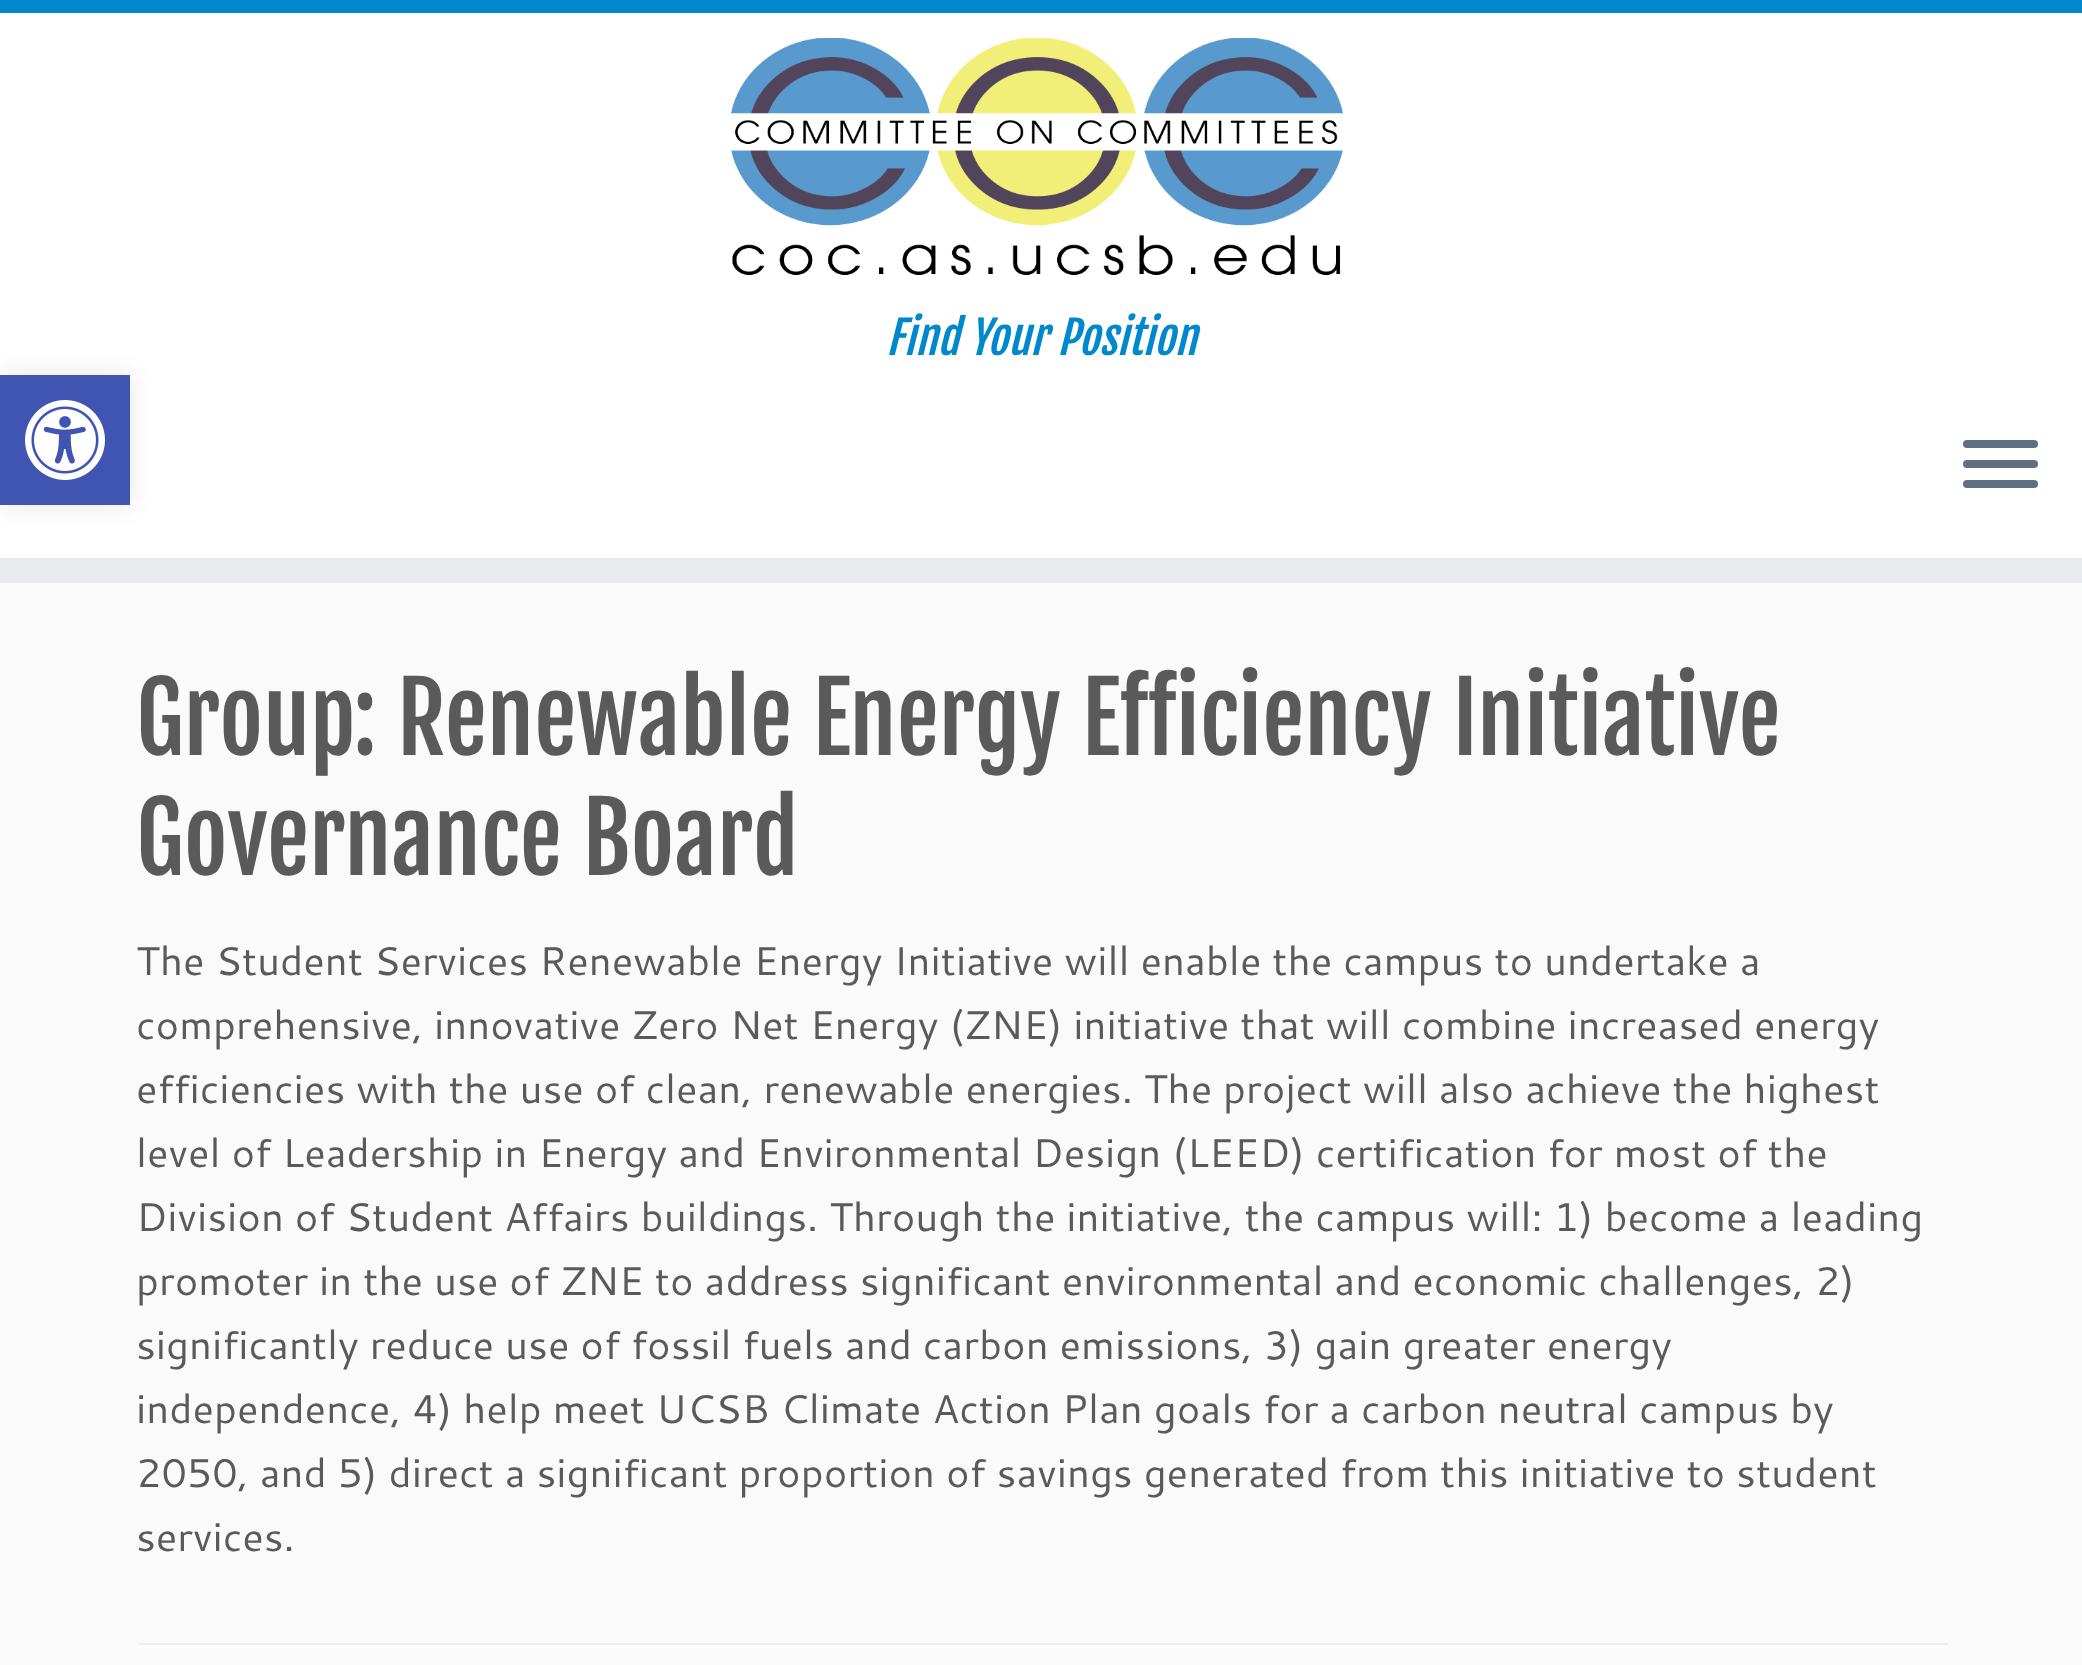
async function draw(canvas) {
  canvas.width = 2082;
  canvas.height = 1665;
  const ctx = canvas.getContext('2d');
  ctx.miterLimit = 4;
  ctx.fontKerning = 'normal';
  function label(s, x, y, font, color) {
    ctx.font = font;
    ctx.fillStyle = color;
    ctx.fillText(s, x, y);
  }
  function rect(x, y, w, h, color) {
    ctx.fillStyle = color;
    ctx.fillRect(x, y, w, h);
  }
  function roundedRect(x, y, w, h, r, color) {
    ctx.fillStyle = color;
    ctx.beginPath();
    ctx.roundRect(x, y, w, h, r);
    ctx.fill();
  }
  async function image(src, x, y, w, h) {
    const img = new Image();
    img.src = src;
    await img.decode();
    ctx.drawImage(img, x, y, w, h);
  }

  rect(0, 0, 2082, 1665, '#fafafa');
  rect(0, 13, 2082, 545, '#fff');
  ctx.fillStyle = '#0000001a';
  ctx.filter = 'blur(12.5px)';
  ctx.beginPath();
  ctx.rect(0, 375, 130, 130);
  ctx.fill();
  ctx.filter = 'none';
  rect(0, 375, 130, 130, '#4054b2');
  await image('assets/img1.png', 25, 400, 80, 80);
  rect(0, 0, 2082, 13, '#08c');
  rect(0, 558, 2082, 25, '#e9eaee');
  await image('assets/img2.png', 731, 38, 612, 237);
  label('Find Your Position', 886, 355, 'italic 45px Fjalla One', '#08c');
  roundedRect(1963, 440, 75, 8, 4, '#5f6f81');
  roundedRect(1963, 460, 75, 8, 4, '#5f6f81');
  roundedRect(1963, 480, 75, 8, 4, '#5f6f81');
  label('Group: Renewable Energy Efficiency Initiative', 136, 755, '95px Fjalla One', '#5a5a5a');
  label('Governance Board', 136, 875, '95px Fjalla One', '#5a5a5a');
  label('The Student Services Renewable Energy Initiative will enable the campus to undertake a', 136, 975, '40px Cantarell', '#5a5a5a');
  label('comprehensive, innovative Zero Net Energy (ZNE) initiative that will combine increased energy', 136, 1039, '40px Cantarell', '#5a5a5a');
  label('efficiencies with the use of clean, renewable energies. The project will also achieve the highest', 136, 1103, '40px Cantarell', '#5a5a5a');
  label('level of Leadership in Energy and Environmental Design (LEED) certification for most of the', 136, 1167, '40px Cantarell', '#5a5a5a');
  label('Division of Student Affairs buildings. Through the initiative, the campus will: 1) become a leading', 136, 1231, '40px Cantarell', '#5a5a5a');
  label('promoter in the use of ZNE to address significant environmental and economic challenges, 2)', 136, 1295, '40px Cantarell', '#5a5a5a');
  label('significantly reduce use of fossil fuels and carbon emissions, 3) gain greater energy', 136, 1359, '40px Cantarell', '#5a5a5a');
  label('independence, 4) help meet UCSB Climate Action Plan goals for a carbon neutral campus by', 136, 1423, '40px Cantarell', '#5a5a5a');
  label('2050, and 5) direct a significant proportion of savings generated from this initiative to student', 136, 1487, '40px Cantarell', '#5a5a5a');
  label('services.', 136, 1551, '40px Cantarell', '#5a5a5a');
  rect(138, 1643, 1810, 2, '#eee');
  rect(138, 1645, 1810, 3, '#fff');
}

draw(document.querySelector('canvas'));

--

**WORK TO BE COMPLETED:** From the first line of the entries down to the line with "function roundedRect(x, y, w, h, r, color)", print each line exactly; omit any picture.

**SOLVED EXERCISE:**
async function draw(canvas) {
  canvas.width = 2082;
  canvas.height = 1665;
  const ctx = canvas.getContext('2d');
  ctx.miterLimit = 4;
  ctx.fontKerning = 'normal';
  function label(s, x, y, font, color) {
    ctx.font = font;
    ctx.fillStyle = color;
    ctx.fillText(s, x, y);
  }
  function rect(x, y, w, h, color) {
    ctx.fillStyle = color;
    ctx.fillRect(x, y, w, h);
  }
  function roundedRect(x, y, w, h, r, color) {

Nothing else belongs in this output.